ヴェルディ:「オテロ」より“オテロのモノローグ”
ビゼー:「カルメン」より“花の歌”
レオンカヴァルロ:「ラ・ボエーム」より“愛する面影”
ジョルダーノ:「アンドレア・シェニエ」より“五月の晴れた日のように”
テノール:マリオ・デル・モナコ
指揮:アルジェオ・クワドリ
管弦楽:ミラノ交響楽団
LP:東芝EMI EAC‐40158
その昔、“黄金のトランペット”と呼ばれたイタリアの名テノール歌手がいた。それが今回のLPレコードでオペラのアリア集を歌っているマリオ・デル・モナコ(1915年―1982年)である。モナコの代名詞みたいなっているのがヴェルディの「オテロ」である。1950年に「オテロ」を初めて歌い、1972年のブリュッセル(ベルギー王立歌劇場)の公演までに200回以上も同役を歌ったという。モナコの声は、誰よりも輝かしく高らかに響きわたることであり、このLPレコードでもそのことが聴き取れる。
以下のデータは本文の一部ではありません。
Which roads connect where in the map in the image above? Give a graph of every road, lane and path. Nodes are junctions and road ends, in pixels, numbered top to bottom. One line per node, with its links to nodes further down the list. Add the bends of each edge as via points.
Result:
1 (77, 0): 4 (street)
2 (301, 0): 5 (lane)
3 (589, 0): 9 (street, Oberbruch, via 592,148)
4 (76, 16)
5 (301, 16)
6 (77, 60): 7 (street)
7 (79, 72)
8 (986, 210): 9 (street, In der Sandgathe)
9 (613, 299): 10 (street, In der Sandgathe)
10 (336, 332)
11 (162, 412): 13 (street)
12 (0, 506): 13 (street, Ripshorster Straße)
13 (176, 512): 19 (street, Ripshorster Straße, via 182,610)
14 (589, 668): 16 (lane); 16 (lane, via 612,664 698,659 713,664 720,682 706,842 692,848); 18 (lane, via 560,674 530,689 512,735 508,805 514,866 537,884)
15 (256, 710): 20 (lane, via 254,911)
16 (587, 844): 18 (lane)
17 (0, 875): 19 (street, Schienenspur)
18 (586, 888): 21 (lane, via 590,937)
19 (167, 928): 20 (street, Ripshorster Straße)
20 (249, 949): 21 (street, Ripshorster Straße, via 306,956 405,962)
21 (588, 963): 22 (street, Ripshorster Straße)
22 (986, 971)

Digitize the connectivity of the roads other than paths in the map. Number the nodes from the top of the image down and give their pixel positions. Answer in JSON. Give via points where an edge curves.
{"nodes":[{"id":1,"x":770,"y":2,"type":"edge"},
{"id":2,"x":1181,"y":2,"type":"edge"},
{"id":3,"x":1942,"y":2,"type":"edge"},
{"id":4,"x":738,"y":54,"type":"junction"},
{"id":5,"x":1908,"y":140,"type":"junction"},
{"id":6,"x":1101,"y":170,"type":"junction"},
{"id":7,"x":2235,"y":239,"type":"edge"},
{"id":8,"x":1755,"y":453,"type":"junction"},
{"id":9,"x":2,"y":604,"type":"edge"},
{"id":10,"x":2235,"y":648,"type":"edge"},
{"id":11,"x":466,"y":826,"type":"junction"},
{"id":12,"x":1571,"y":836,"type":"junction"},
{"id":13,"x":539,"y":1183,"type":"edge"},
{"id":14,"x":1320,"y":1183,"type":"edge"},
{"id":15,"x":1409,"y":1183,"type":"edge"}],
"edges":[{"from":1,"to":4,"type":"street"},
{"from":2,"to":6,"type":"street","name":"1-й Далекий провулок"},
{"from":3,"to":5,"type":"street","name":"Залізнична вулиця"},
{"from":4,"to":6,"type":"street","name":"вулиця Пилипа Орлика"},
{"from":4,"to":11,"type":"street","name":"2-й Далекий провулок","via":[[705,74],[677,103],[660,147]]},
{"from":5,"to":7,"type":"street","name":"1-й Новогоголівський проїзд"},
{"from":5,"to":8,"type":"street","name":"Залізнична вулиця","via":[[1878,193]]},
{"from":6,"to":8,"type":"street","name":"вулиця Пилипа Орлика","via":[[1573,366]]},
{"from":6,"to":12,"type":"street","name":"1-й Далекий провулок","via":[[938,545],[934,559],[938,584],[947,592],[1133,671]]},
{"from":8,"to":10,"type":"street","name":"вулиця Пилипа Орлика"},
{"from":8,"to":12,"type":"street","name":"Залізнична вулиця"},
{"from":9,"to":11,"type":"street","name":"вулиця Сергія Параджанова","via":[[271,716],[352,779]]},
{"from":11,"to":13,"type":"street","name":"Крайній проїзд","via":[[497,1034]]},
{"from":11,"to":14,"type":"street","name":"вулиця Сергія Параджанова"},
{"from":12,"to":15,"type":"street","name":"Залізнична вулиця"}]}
当時の人は、モナコの声を聴くだけで、たちまちその美声に痺れてしまったという。このLPレコードでもその高らかな美声をたっぷりと楽しめる。日本公演の模様は、このLPレコードの解説で、武石英夫氏が「デル・モナコの第一声から受けた衝撃に、改めて声の魅力、オペラの魅力を強烈に思い知らされた」と書いている通り、まだあまり本場のオペラに接することの少なかった当時(1959年)の日本人に強烈な印象を与えたことが読み取れる。また、同氏がこの解説で「FM放送が未だなかった当時、ラジオの第1放送と第2放送を使っての立体放送を通じて、日本のオペラ・ファンを驚嘆させた」と書いているところを読んで、「そうだ、当時はFM放送はまだ放送開始されておらず、ステレオ放送は2台のAMラジオ受信機で聴いていたんだ」と、暫し古き昔を思い出してしまった。マリオ・デル・モナコは、イタリアのフィレンツェ(一説にはガエタ)で生まれる。音楽好きな父と、声楽をたしなんだ母の下で育ち、父の勤務の関係から13歳でロッシーニの生地ペザロの音楽院に入学。初めはヴァイオリンを学んでいたが、併せて声楽を志した。14歳で近くの町の新しい劇場のこけら落としに、マスネ―の1幕の歌劇「ナルシス」で初舞台を踏むことになる。 本格的にオペラのデビューを飾ったのは、1940年、25歳の時、ミラノのプッチーニ劇場での「蝶々夫人」であった。第二次世界大戦では従軍したが、1945年、終戦とともに本格的な活動を開始し、1947年、ヴェロナの野外劇場で「アイーダ」に出演。その後世界各地で公演し、その名声を不動なものにしていった。マリオ・デル・モナコの歌声には、小細工がなく、よく開いた喉から”黄金のトランペット”と言われた、強靭なトランペットのような輝かしい響きを持った歌声が飛び出してくる。このLPレコードには、これらのマリオ・デル・モナコの歌声の特徴が明確に捉えられ、貴重な録音である。(LPC)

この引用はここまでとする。